Are you suffering with neck /upper back pain?
With this new era of isolation and with advice to work from home, many of us are sitting for long periods at a table or desk which has not been set up ergonomically.
We are also spending more time on our phone or iPad causing what is termed as “text neck.”
Causes of Postural neck and upper back pain.
Computer work. When we are sitting at the desk or table, our head is often held in a forward position (chin poke) with rounded shoulders, often caused by slumping in the chair or sitting in a slouched position.
Text neck This is neck pain arising due to overuse of handheld mobile devices, whether it be your phone or tablet. Many of us are spending longer time on our devices searching the internet and using social media, often with the head in a dropped position.
Reading, jigsaws, baking, and board games. Do you hold your head down during any of these enjoyable pastimes?
If you perform any of these activities as described, it means the weight of our head is being supported by the wrong part of the neck, causing strain on the neck joints and muscles.
If the forward head position is maintained for long periods of time, symptoms can include:
- Neck, and upper back pain.
- Aches across the shoulders.
- Tingling in the crux of the neck.
- Neck stiffness.
- Headaches, particularly from the base of the skull and over the head.
- Overloading of the muscles in the neck, shoulders and upper back, causing muscular tension.
Self-help advice to avoid pain from sitting whilst working from home:
- Avoid slouching or sitting in a slumped position with the head in a protruded position. Sit in an upright position with your lower back supported.
- Change the position of the computer for example;
- If the computer is too low, raise it up using boxes or files.
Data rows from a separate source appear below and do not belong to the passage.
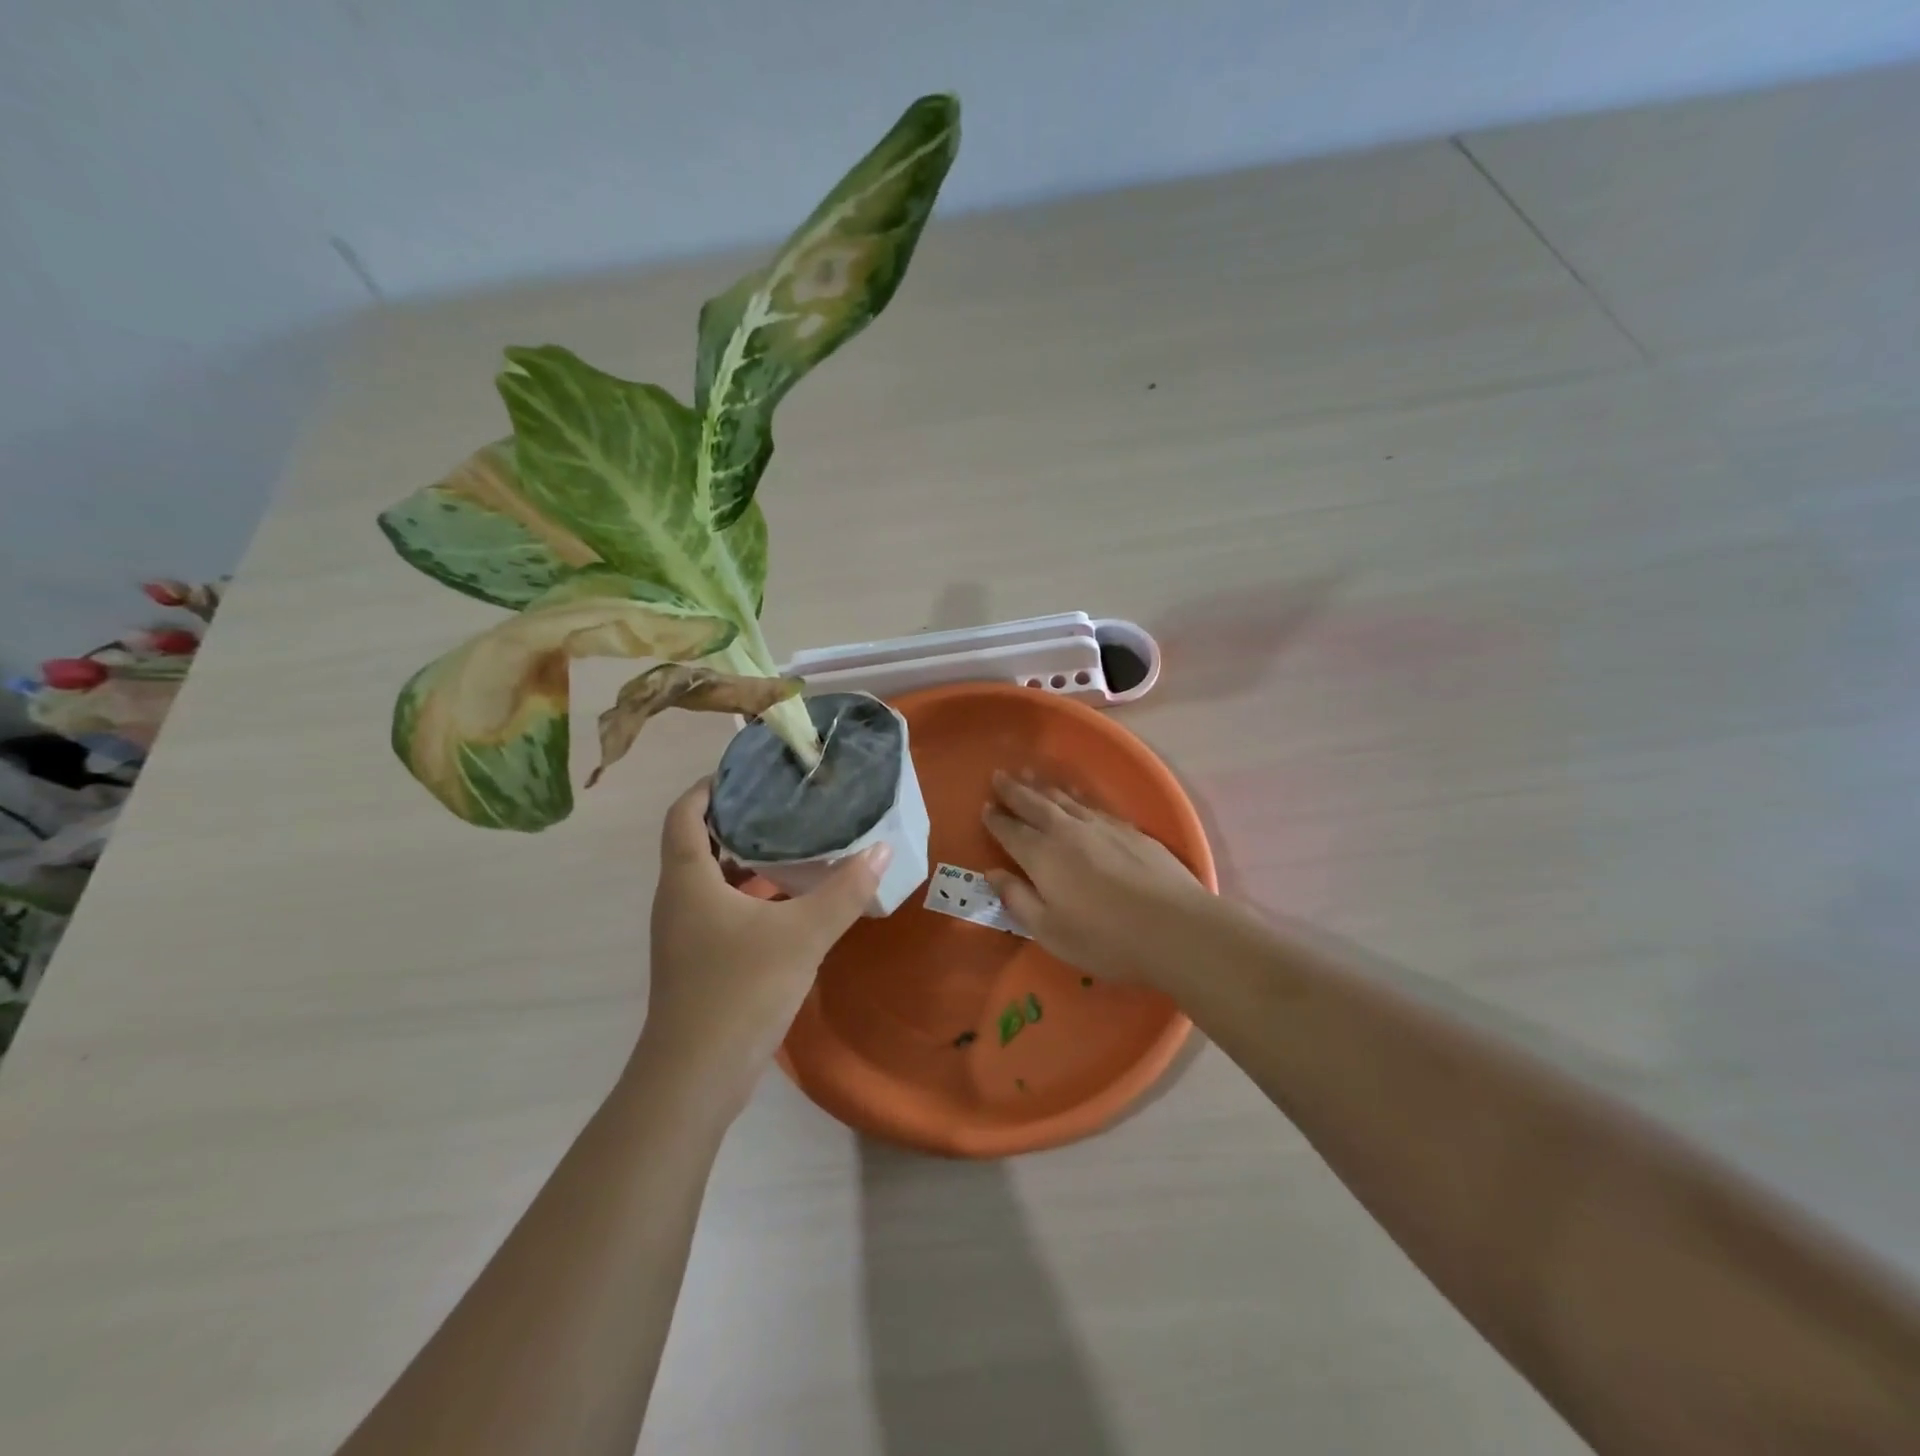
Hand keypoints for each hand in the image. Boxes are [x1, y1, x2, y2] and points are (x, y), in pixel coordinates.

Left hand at [642, 779, 887, 1101]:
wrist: (697, 1076)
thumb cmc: (740, 989)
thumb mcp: (803, 934)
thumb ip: (845, 891)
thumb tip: (882, 849)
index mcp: (688, 879)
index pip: (684, 812)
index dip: (710, 786)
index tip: (749, 770)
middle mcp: (678, 899)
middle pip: (699, 841)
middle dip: (738, 818)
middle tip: (785, 800)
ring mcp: (686, 933)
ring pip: (712, 878)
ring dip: (747, 858)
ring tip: (795, 840)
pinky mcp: (700, 960)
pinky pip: (722, 908)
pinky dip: (751, 893)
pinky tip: (791, 898)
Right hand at [982, 771, 1210, 986]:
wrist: (1174, 927)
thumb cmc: (1105, 938)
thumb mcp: (1050, 931)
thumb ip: (1018, 899)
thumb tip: (993, 874)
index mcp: (1042, 856)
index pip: (1011, 831)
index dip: (996, 819)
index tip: (985, 807)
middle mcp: (1068, 831)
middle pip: (1035, 804)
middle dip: (1014, 791)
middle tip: (999, 776)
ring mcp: (1102, 826)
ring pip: (1065, 800)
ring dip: (1044, 788)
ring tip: (1031, 776)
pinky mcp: (1130, 830)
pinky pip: (1093, 806)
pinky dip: (1077, 799)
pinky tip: (1077, 800)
- Ensure the computer is straight ahead and not to the side forcing you to turn and hold the head to the side.
- Position the printer or telephone on the other side of the room to ensure you regularly get up from the chair.
- Have regular breaks. Stand and walk around the room, preferably for 5 minutes every hour. This could be when taking a phone call.
- Take frequent breaks if using a handheld device.
- Hold any handheld device in a position which reduces strain on the neck, for example, holding the screen closer towards eye level, by bending from the elbows.
In addition to the neck exercises in the links below, despite the lockdown, try to maintain your fitness, especially around your upper back muscles. And don’t forget your daily walk – and make sure you ‘Walk Tall!’.
If you do have symptoms from either text neck or a poor sitting posture, there are also other ways to help:
- Perform regular neck exercises (see below).
- Use heat packs over the sore muscles.
- Self-massage, for example, using a foam roller or tennis balls.